▶ **DATASET RECORDS**
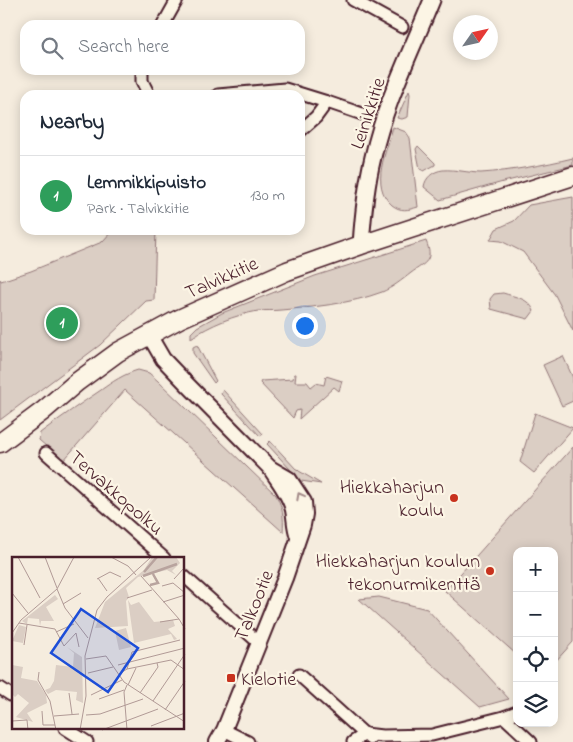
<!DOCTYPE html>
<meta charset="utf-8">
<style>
body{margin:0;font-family:"Indie Flower",sans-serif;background:#f6f6f7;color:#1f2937}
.controls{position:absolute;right:15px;bottom:15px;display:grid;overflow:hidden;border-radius:10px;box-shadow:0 2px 12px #0003}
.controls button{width:45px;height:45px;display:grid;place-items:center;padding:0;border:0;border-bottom:1px solid #e0e1e3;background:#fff;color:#1f2937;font:25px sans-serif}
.compass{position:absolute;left:453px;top:15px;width:45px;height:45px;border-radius:50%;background:#fff;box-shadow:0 2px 12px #0003;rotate:56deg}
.you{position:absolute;left:304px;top:325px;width:18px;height:18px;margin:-12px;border:4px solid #fff;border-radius:50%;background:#1a73e8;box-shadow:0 0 0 8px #1a73e833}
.badge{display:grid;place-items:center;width:32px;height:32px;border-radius:50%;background:#d93025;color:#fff;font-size:16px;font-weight:700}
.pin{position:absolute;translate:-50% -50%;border:2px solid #fff;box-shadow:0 1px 5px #0006}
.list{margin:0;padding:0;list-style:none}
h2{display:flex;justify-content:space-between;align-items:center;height:65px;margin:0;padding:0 20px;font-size:21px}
h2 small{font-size:16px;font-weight:400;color:#747a83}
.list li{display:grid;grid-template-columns:32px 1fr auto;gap:15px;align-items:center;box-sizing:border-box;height:80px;padding:0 20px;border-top:1px solid #e0e1e3}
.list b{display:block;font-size:19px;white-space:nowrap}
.list p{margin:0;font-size:16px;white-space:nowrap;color:#747a83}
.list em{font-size:16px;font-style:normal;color:#747a83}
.icon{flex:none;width:28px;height:28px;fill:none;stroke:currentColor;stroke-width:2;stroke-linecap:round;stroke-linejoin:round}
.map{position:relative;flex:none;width:573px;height:742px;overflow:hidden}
.search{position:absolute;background:#fff;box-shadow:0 2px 12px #0003;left:20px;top:20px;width:285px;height:55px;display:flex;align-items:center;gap:12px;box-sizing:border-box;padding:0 18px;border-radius:15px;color:#747a83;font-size:19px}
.panel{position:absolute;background:#fff;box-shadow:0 2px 12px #0003;left:20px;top:90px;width:285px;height:145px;border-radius:15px}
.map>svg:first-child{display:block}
</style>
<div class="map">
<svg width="573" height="742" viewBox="0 0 573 742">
<rect width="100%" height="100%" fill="#f5ecde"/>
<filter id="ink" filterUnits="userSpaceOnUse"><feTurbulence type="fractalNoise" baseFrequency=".02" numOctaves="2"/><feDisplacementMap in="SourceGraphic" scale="10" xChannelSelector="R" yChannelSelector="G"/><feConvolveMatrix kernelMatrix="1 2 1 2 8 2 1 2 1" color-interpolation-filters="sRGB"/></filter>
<g filter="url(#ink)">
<g fill="#dbcec4" stroke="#927678">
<path d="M409 91 410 94 408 117 402 119 397 118Z"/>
<path d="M393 127 406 132 410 138 418 207C408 210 401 212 392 205 369 185 387 151 393 127Z"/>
<path d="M418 146 435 163V165L424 171 420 169 416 149Z"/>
<path d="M573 158V165L503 182 440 200 424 187C425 178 433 171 443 170 455 169 469 173 481 173 512 171 543 165 573 158Z"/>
<path d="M573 197V331L555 295 523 252 501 241 490 240 496 229 514 221 529 205Z"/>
<path d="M113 230H156L154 300 146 301 100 345 0 420V279L1 281 31 271 102 242Z"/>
<path d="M426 241C434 261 426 262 411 273 402 280 392 288 382 292 350 304 314 307 281 310 273 311 265 310 258 311 235 315 210 325 191 338V333L197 327 222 313 315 276Z"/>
<path d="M503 293C515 297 529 298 534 311L528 319 491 309 490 299 494 294Z"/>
<path d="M197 345 216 381 214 383 193 353V347Z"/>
<path d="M563 356 573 378V401L562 406 543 365Z"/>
<path d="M138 370 149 373 158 381 276 495C283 508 284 517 283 532L125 390 63 461 39 440 40 433C60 418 80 404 101 390 112 382 124 374 138 370Z"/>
<path d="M294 374H296L295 382H307L311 387 316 383 324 385 326 376 342 381 339 391 334 387 299 419 300 410 296 411 293 418 260 383 261 381 293 379Z"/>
<path d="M223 390 263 434 260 436 221 394Z"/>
<path d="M535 413 573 428 534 473 520 462Z"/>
<path d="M270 441 296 469H297L299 471 321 484 301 481 267 444Z"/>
<path d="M573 447V642L554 663V551H517V655L445 591Z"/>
<path d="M379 597 427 609 509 699 480 707 359 599Z"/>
</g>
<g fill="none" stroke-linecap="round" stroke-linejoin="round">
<g stroke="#4a1f2b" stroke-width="15">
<g id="minor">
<path d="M353 0 402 27"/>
<path d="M163 25 177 0"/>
<path d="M142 70V81L149 95"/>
<path d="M218 95 285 89 327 102 316 117 300 131"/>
<path d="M327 102 362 114"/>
<path d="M46 453 164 558"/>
<path d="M184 576 259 643"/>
<path d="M299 675 370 739"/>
<path d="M0 688 14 697"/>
<path d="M504 717 517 712"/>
<path d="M65 728 87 742"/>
<path d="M224 730 248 742"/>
<path d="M353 742 365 734 382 736 432 735 504 717 531 742"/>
</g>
</g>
<g stroke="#4a1f2b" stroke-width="18">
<g id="tertiary">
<path d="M149 335 163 359 185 382 270 468 289 479 304 502 305 514 303 525 285 578 224 730 217 742"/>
<path d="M270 468C278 481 290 495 293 510 295 520 294 526 298 537"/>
</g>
</g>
<g stroke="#4a1f2b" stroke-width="19">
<path id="secondary" d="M361 245C363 215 366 186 373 157 385 103 411 52 432 0"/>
</g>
<g stroke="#4a1f2b" stroke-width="21">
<path id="primary" d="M0 443 43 411 77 382 118 352 179 319 287 271 361 245 573 176"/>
</g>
<use href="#minor" stroke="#fcf5e5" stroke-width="11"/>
<use href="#tertiary" stroke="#fcf5e5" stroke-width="14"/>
<use href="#secondary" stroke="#fcf5e5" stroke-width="15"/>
<use href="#primary" stroke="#fcf5e5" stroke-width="18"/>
</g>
<defs><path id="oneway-chevron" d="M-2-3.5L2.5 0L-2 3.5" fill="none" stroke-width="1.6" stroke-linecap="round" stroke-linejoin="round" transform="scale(1.25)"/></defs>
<use stroke="#a38a88" href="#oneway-chevron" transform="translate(300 496) rotate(-118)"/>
</g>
<g fill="#c8321e" stroke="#fcf5e5" stroke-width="2">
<circle cx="454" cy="498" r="5"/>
<circle cx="490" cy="571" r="5"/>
<rect x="226" y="673" width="10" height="10" rx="2.5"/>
</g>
<g text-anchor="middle" stroke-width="4.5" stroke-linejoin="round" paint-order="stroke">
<g font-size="20" fill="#4a1f2b" stroke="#fcf5e5">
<text transform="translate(367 113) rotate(-72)" y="7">Leinikkitie</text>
<text transform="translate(221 277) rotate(-24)" y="7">Talvikkitie</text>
<text transform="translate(117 492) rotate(41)" y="7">Tervakkopolku</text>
<text transform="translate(253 605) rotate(-68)" y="7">Talkootie</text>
</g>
<g font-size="20" fill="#4a1f2b" stroke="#fcf5e5" text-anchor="end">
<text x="444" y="493">Hiekkaharjun<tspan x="444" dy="23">koulu</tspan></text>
<text x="480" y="567">Hiekkaharjun koulun<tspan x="480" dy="23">tekonurmikenttä</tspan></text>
<text x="241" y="685" text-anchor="start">Kielotie</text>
</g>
</g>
<g transform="translate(12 557)">
<rect width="172" height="172" fill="#f5ecde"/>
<path d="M140 0H164L168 6 160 14 164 18 155 13 126 20 114 31 117 40 114 44 116 69 83 71 93 45 132 13ZM43 38 46 42 34 50 42 64H29L28 69 27 62 16 61 15 67 10 64ZM116 43 119 48 127 45 142 65 161 63 163 69 156 72 165 82 162 83 159 77 122 86ZM7 68 14 70 11 86 0 84ZM114 71 119 90 107 93 103 74ZM55 90 70 100 71 146 64 143 65 135 44 133 36 137 33 133 38 131 42 124 44 108 61 110 62 96ZM0 108 11 110 9 121 25 124 34 138 35 146 15 156 21 165 4 160 17 146 6 137 3 140 0 137Z" fill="#dbcec4"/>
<path fill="none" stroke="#b8a39e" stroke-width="2.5" d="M132 15 145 0M131 19 165 7M138 28 146 26 141 17"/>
<path fill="none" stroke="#b19a96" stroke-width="1" d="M6 0 28 41M33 0 45 31M99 0 116 9 124 18M129 19 167 62 173 72M86 21 95 34M85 22 98 15 109 20M162 22 173 10M150 29 161 26 173 36M45 32 53 51 76 81M0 36 16 56M115 41 140 33M151 45 173 38M51 47 69 36M148 65 167 62M7 66 43 72 52 89 64 76 67 90M44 75 62 67M0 76 9 63 45 32 62 0M12 88 15 68M74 102 94 99 112 125 173 165M106 108 173 91M115 112 159 103 173 113M27 115 26 123 38 144 44 173M76 116 101 110M107 117 115 112 120 95 168 83M116 128 124 111M57 136 60 157M128 136 146 110 145 106M79 138 110 123M87 142 112 133M141 144 173 97M153 153 173 124M30 154 31 168H43M74 158 88 157 131 142M42 159 67 157M0 164 15 163 16 173M139 169 173 156M68 173 74 139 73 99 85 53 95 40 138 1M90 173 146 152M115 173 112 135 115 128"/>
<path fill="#1d4ed8" fill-opacity="0.15" stroke="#1d4ed8" stroke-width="2.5" d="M69 52 126 91 96 135 39 96Z"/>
<rect width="172" height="172" fill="none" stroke="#4a1f2b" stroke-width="2.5"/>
</g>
</svg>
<div class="controls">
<button>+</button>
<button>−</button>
<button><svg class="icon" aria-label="locate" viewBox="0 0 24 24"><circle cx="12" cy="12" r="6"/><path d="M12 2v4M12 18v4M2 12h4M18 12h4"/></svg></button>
<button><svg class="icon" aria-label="layers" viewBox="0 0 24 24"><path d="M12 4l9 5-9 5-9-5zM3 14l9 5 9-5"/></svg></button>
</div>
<svg class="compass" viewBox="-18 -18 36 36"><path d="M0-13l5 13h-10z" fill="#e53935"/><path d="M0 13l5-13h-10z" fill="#747a83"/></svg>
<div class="you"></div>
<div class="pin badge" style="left:62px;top:323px;background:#2e9e5b">1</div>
<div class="search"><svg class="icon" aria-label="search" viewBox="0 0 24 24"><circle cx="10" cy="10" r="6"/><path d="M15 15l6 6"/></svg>Search here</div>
<section class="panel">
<h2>Nearby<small></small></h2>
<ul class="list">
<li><span class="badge" style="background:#2e9e5b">1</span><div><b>Lemmikkipuisto</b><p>Park · Talvikkitie</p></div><em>130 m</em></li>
</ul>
</section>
</div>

▶ **TASK DIRECTIONS**
Whenever the string "compass" turns up in a line above, copy that line out.

▶ **REPLY**
.compass{position:absolute;left:453px;top:15px;width:45px;height:45px;border-radius:50%;background:#fff;box-shadow:0 2px 12px #0003;rotate:56deg}
<svg class="compass" viewBox="-18 -18 36 36"><path d="M0-13l5 13h-10z" fill="#e53935"/><path d="M0 13l5-13h-10z" fill="#747a83"/></svg>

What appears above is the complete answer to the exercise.